Last week, California legislators did the bidding of their Planned Parenthood allies, sending a bill that would jail pro-life journalists to the desk of Governor Jerry Brown. From my article at The Stream:
AB 1671 has been opposed by media and civil rights groups, as well as prominent pro-life organizations, since it was introduced earlier this year. Violators could see three years in jail or thousands of dollars in fines for releasing undercover investigations to the public or the media.While the bill formally protects all health care groups from undercover investigators, it was written by Planned Parenthood’s California chapter, which argues that the bill is necessary to protect abortion groups from pro-life agitation.

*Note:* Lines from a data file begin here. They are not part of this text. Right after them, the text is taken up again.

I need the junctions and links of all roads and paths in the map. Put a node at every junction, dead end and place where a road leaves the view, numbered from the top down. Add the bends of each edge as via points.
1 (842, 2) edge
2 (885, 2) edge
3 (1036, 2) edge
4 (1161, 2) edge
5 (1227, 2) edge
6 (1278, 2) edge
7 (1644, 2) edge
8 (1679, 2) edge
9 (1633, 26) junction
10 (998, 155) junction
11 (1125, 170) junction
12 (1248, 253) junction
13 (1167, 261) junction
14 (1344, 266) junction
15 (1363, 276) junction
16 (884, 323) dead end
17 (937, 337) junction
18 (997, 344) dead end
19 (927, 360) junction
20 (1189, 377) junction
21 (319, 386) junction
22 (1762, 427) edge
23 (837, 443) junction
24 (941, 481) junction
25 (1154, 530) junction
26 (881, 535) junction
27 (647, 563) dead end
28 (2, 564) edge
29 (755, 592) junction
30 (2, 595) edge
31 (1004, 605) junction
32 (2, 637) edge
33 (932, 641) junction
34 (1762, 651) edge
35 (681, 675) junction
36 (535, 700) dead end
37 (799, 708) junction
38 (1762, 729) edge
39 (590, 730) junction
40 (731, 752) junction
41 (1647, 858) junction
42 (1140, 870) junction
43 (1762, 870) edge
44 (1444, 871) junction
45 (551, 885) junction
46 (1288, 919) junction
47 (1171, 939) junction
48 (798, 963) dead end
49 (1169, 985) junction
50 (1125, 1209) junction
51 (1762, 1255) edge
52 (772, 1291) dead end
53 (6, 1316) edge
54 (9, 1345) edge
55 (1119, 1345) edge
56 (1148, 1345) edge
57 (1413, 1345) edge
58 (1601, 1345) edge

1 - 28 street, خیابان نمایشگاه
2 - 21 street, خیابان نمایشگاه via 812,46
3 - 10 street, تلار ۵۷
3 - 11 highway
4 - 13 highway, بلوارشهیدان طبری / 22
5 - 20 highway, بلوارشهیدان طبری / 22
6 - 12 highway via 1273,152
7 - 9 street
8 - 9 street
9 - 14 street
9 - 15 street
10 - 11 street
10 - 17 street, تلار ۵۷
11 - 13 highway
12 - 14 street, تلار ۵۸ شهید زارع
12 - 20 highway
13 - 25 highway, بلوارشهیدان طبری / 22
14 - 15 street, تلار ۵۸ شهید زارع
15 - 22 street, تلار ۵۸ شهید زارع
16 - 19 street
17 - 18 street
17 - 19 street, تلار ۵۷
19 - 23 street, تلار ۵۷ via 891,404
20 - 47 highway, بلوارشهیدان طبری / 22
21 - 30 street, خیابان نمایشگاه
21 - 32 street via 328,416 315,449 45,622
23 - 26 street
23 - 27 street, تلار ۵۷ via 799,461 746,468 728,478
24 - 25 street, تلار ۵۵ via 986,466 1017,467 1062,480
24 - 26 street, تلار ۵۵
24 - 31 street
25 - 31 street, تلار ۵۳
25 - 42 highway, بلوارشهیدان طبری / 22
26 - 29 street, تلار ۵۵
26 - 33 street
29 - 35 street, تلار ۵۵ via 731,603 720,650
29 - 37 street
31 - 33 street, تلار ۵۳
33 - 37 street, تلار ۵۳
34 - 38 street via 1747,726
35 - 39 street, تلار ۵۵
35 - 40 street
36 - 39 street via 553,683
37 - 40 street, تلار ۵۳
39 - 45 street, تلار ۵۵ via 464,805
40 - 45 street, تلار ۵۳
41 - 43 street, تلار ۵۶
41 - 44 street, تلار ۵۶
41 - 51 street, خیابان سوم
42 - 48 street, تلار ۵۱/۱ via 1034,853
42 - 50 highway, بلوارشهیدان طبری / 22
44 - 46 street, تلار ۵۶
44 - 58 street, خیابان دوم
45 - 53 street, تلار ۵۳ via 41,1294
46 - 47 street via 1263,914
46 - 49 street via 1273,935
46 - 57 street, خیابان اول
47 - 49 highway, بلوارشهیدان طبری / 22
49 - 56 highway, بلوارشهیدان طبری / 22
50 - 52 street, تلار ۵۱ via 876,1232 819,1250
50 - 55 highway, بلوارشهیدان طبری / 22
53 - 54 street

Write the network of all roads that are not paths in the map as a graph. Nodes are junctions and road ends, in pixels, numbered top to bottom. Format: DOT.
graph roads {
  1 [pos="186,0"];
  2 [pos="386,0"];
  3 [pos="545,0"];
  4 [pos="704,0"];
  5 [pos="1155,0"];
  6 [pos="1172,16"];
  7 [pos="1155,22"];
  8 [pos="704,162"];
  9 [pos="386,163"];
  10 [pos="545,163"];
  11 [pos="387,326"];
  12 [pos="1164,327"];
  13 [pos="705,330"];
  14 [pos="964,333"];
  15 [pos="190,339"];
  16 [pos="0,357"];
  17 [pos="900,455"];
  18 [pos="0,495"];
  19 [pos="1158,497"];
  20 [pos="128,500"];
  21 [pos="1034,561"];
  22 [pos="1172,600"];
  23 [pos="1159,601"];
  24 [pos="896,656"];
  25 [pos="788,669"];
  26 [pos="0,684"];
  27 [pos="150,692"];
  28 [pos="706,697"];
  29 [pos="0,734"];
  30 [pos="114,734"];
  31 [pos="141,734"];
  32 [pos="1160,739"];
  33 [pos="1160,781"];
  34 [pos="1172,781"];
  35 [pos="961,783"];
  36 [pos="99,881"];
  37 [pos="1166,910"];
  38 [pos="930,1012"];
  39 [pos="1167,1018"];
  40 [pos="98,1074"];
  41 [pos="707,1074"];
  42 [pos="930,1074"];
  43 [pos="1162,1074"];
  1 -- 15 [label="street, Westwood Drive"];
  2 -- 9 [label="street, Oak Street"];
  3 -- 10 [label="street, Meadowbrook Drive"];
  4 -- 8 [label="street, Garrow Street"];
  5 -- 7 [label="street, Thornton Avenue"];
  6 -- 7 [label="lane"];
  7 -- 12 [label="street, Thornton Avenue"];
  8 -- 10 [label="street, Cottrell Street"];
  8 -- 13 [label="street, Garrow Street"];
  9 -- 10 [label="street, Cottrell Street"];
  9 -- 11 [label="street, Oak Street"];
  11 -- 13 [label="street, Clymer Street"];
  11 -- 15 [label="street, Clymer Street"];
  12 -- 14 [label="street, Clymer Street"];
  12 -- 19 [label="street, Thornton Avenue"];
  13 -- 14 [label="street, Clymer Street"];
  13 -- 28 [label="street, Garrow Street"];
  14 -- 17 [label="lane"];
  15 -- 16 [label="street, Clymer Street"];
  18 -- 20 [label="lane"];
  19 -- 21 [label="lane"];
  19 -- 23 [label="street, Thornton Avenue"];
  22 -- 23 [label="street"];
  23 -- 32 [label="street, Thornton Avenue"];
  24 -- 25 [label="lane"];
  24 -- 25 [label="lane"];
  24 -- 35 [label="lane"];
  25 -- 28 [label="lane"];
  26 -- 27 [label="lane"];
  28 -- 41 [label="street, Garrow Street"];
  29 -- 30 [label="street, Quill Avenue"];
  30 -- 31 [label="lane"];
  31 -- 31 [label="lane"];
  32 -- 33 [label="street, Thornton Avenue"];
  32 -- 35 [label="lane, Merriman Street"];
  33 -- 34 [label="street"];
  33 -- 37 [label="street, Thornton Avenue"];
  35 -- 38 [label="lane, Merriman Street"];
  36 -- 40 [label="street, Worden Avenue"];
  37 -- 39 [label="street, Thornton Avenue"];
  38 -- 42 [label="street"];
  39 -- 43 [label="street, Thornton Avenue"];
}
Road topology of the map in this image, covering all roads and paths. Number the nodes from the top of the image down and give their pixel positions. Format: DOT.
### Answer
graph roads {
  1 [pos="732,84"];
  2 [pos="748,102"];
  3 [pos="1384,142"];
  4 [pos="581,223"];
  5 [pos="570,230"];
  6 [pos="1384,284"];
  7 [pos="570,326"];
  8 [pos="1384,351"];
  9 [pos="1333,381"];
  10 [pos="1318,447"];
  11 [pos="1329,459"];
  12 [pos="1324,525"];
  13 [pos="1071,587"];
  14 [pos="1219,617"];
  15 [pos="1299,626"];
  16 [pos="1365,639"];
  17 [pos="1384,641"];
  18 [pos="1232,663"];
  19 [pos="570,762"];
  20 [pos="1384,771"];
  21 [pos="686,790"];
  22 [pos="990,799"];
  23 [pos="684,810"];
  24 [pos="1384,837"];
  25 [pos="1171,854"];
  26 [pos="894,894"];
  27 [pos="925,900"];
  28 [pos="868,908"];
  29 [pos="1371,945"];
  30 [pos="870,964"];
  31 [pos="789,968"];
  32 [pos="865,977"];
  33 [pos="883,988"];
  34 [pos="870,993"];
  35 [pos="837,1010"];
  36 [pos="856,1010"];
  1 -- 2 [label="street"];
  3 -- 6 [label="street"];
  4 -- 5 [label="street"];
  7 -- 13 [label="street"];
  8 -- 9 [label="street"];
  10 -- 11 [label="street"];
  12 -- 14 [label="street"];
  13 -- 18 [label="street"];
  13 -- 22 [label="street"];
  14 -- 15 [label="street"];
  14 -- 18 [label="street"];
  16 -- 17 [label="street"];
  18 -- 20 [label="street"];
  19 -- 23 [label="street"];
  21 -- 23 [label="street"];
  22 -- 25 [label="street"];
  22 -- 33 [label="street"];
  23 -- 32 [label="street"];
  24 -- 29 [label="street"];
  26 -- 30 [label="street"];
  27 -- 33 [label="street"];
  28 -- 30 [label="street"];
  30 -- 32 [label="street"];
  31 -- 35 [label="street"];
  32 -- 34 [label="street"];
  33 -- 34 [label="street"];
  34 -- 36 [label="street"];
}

Pro-life advocates aren’t happy – but neither are the abortion industry’s normal media and advocacy allies:
Groups like the ACLU and the California Newspapers Publishers Association (CNPA), however, said the bill was unacceptable in part because it punished media outlets that used information gathered by undercover investigators. On Tuesday, this part was removed by sponsor Assemblyman Jimmy Gomez, which led the CNPA to announce it changed its position to neutral.
“While we find it troubling that this bill potentially criminalizes speech, we realize this bill had political momentum and our immediate concern is to protect newspapers and journalists,” CNPA Legal Counsel Nikki Moore told The Los Angeles Times.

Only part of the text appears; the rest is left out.